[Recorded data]
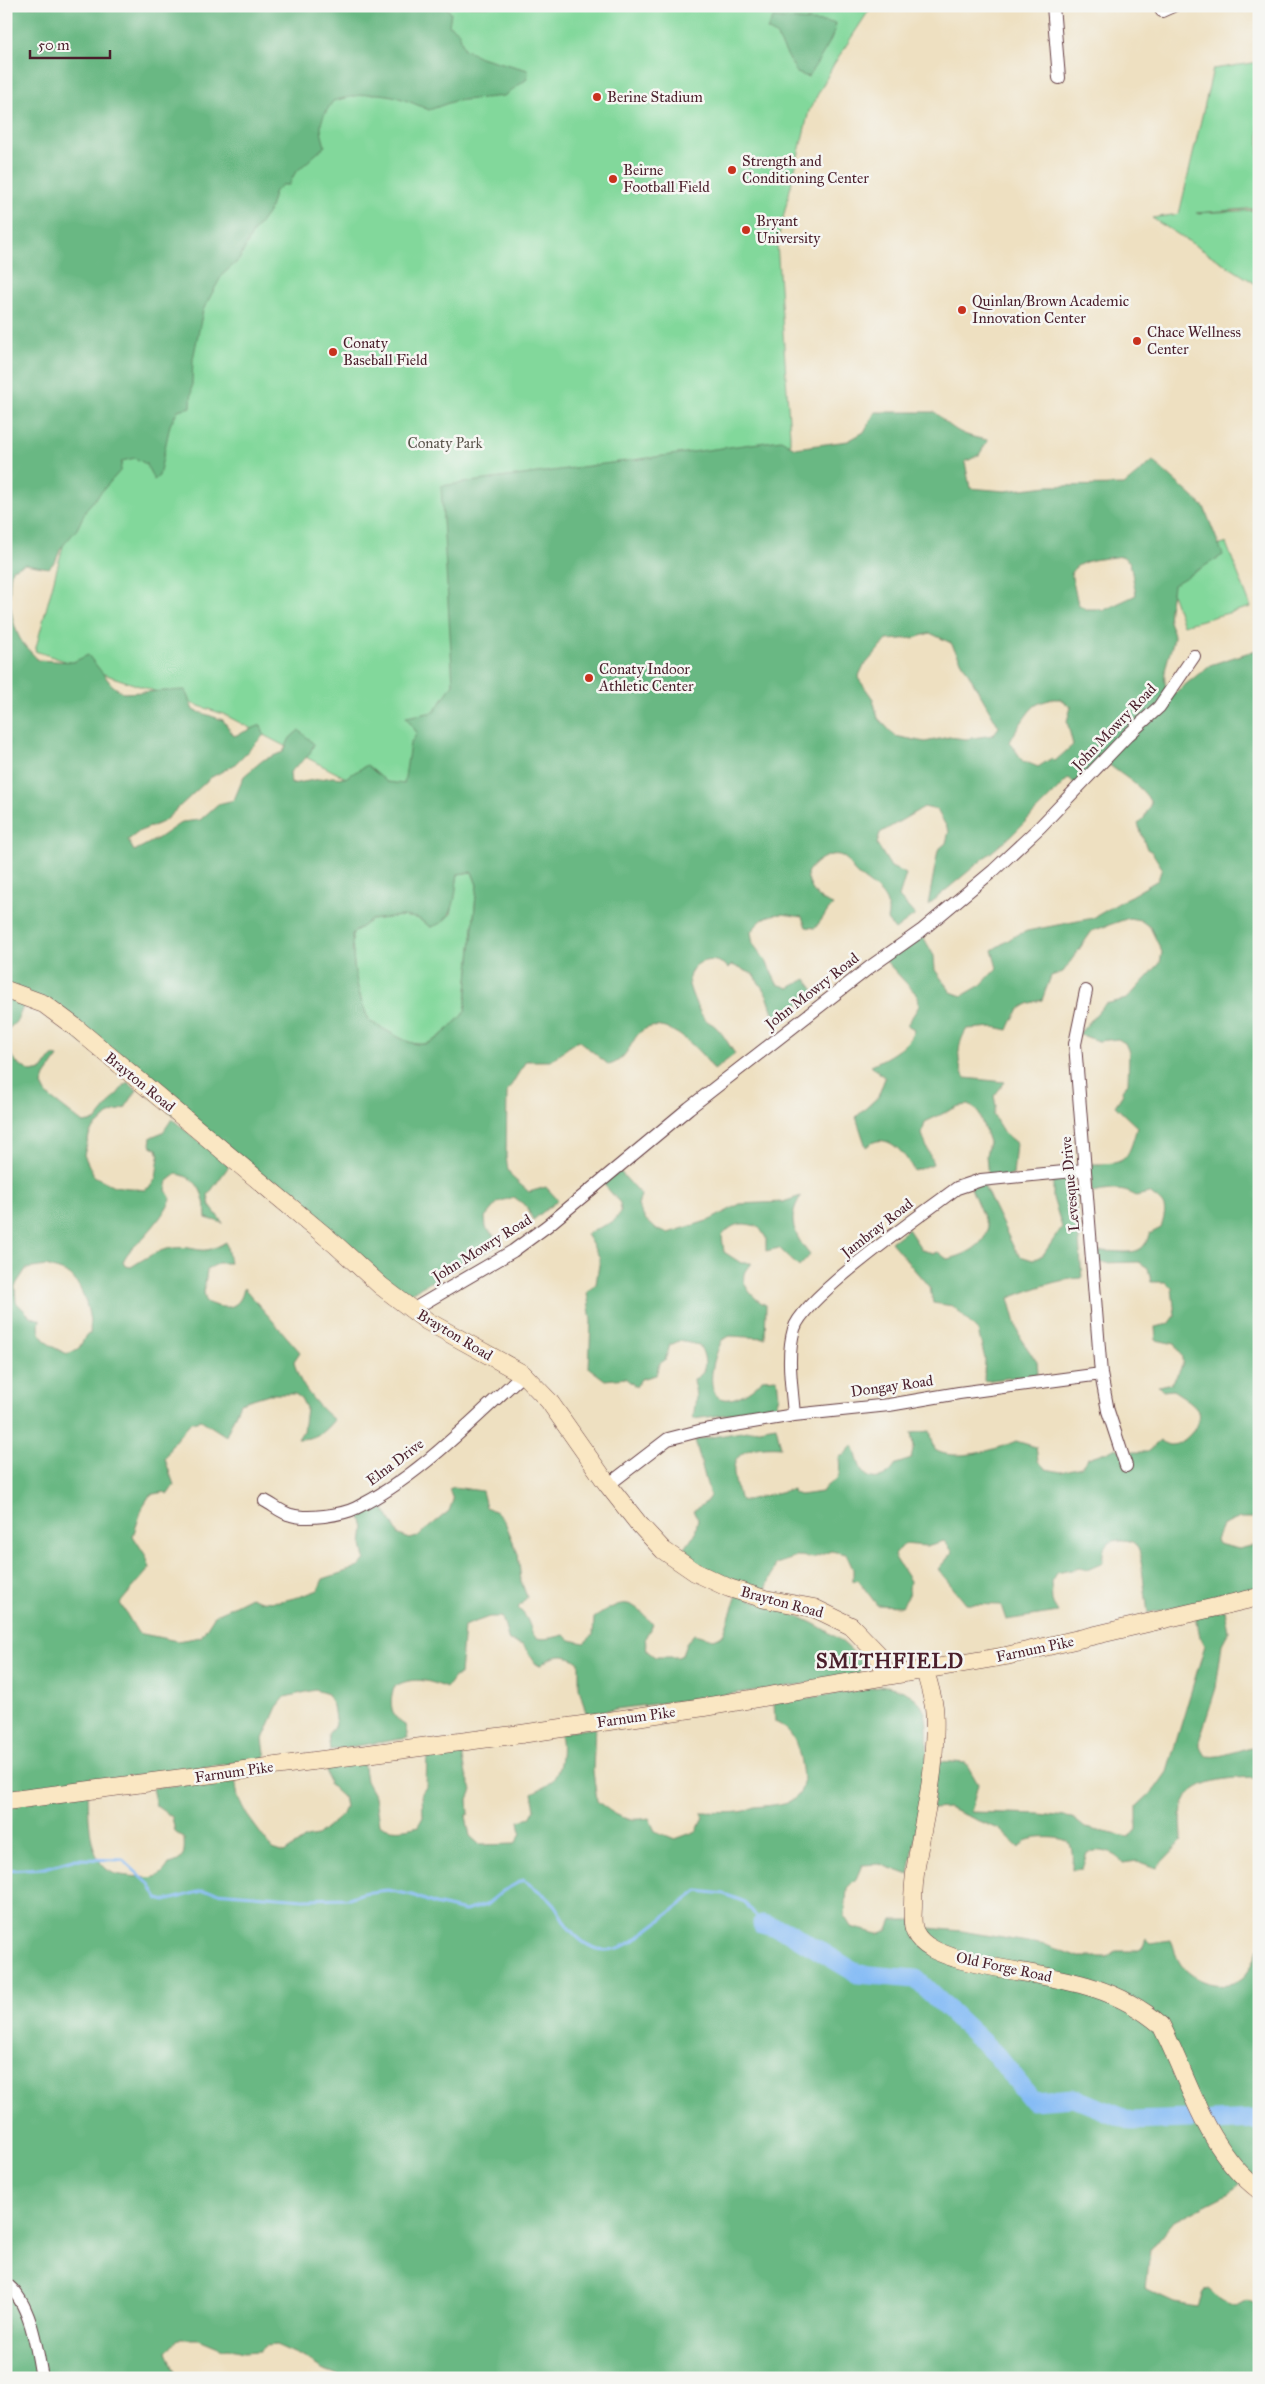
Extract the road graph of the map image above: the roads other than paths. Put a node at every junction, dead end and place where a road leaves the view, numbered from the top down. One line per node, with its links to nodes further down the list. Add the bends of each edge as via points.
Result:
1 (1053, 6): 2 (street)
2 (1059, 78)
3 (1194, 656): 7 (street, John Mowry Road, via 1159,707 1040,828 921,931 689,1108 548,1226 513,1251)
4 (6, 990): 7 (street, Brayton Road, via 44,1004 75,1027)
5 (1086, 991): 6 (street, Levesque Drive, via 1075,1044)
6 (1084, 1170): 9 (street, Levesque Drive); 10 (street, Jambray Road, via 981,1180 957,1188 837,1280 809,1305 795,1326 790,1351)
7 (412, 1310): 8 (street, Brayton Road, via 450,1335)
8 (523, 1374): 12 (street, Brayton Road, via 554,1408); 13 (street, Elna Drive, via 429,1458 388,1490 354,1510 316,1517 291,1515)
9 (1101, 1374): 10 (street, Dongay Road); 11 (street, via 1108,1411)
10 (794, 1416): 12 (street, Dongay Road, via 668,1439)
11 (1126, 1466)
12 (608, 1485): 16 (street, Brayton Road, via 663,1550 694,1572 729,1588 765,1599 814,1608 851,1626 877,1653)
13 (264, 1501)
14 (1259, 1597): 15 (street, Farnum Pike, via 1015,1654)
15 (924, 1670): 16 (street, Farnum Pike); 18 (street, Old Forge Road, via 934,1708 934,1737 933,1765 914,1869 915,1932 938,1953 1091,1986 1148,2014 1161,2025 1208,2129 1224,2156 1244,2179)
16 (887, 1674): 17 (street, Farnum Pike, via 704,1707 531,1732)
17 (6, 1801)
18 (1259, 2190)
19 (6, 2284): 20 (street, via 26,2311 36,2342)
20 (42, 2378)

▶ **Prompt**
Set down the entries shown above once more, exactly as they read, but without pictures.

▶ **Answer space**
Extract the road graph of the map image above: the roads other than paths. Put a node at every junction, dead end and place where a road leaves the view, numbered from the top down. One line per node, with its links to nodes further down the list. Add the bends of each edge as via points.
Result:
1 (1053, 6): 2 (street)
2 (1059, 78)
3 (1194, 656): 7 (street, John Mowry Road, via 1159,707 1040,828 921,931 689,1108 548,1226 513,1251)
4 (6, 990): 7 (street, Brayton Road, via 44,1004 75,1027)
5 (1086, 991): 6 (street, Levesque Drive, via 1075,1044)
6 (1084, 1170): 9 (street, Levesque Drive); 10 (street, Jambray Road, via 981,1180 957,1188 837,1280 809,1305 795,1326 790,1351)
7 (412, 1310): 8 (street, Brayton Road, via 450,1335)
8 (523, 1374): 12 (street, Brayton Road, via 554,1408); 13 (street, Elna Drive, via 429,1458 388,1490 354,1510 316,1517 291,1515)
9 (1101, 1374): 10 (street, Dongay Road); 11 (street, via 1108,1411)
10 (794, 1416): 12 (street, Dongay Road, via 668,1439)
11 (1126, 1466)
12 (608, 1485): 16 (street, Brayton Road, via 663,1550 694,1572 729,1588 765,1599 814,1608 851,1626 877,1653)
13 (264, 1501)
14 (1259, 1597): 15 (street, Farnum Pike, via 1015,1654)
15 (924, 1670): 16 (street, Farnum Pike); 18 (street, Old Forge Road, via 934,1708 934,1737 933,1765 914,1869 915,1932 938,1953 1091,1986 1148,2014 1161,2025 1208,2129 1224,2156 1244,2179)
16 (887, 1674): 17 (street, Farnum Pike, via 704,1707 531,1732)
17 (6, 1801)
18 (1259, 2190)
19 (6, 2284): 20 (street, via 26,2311 36,2342)
20 (42, 2378)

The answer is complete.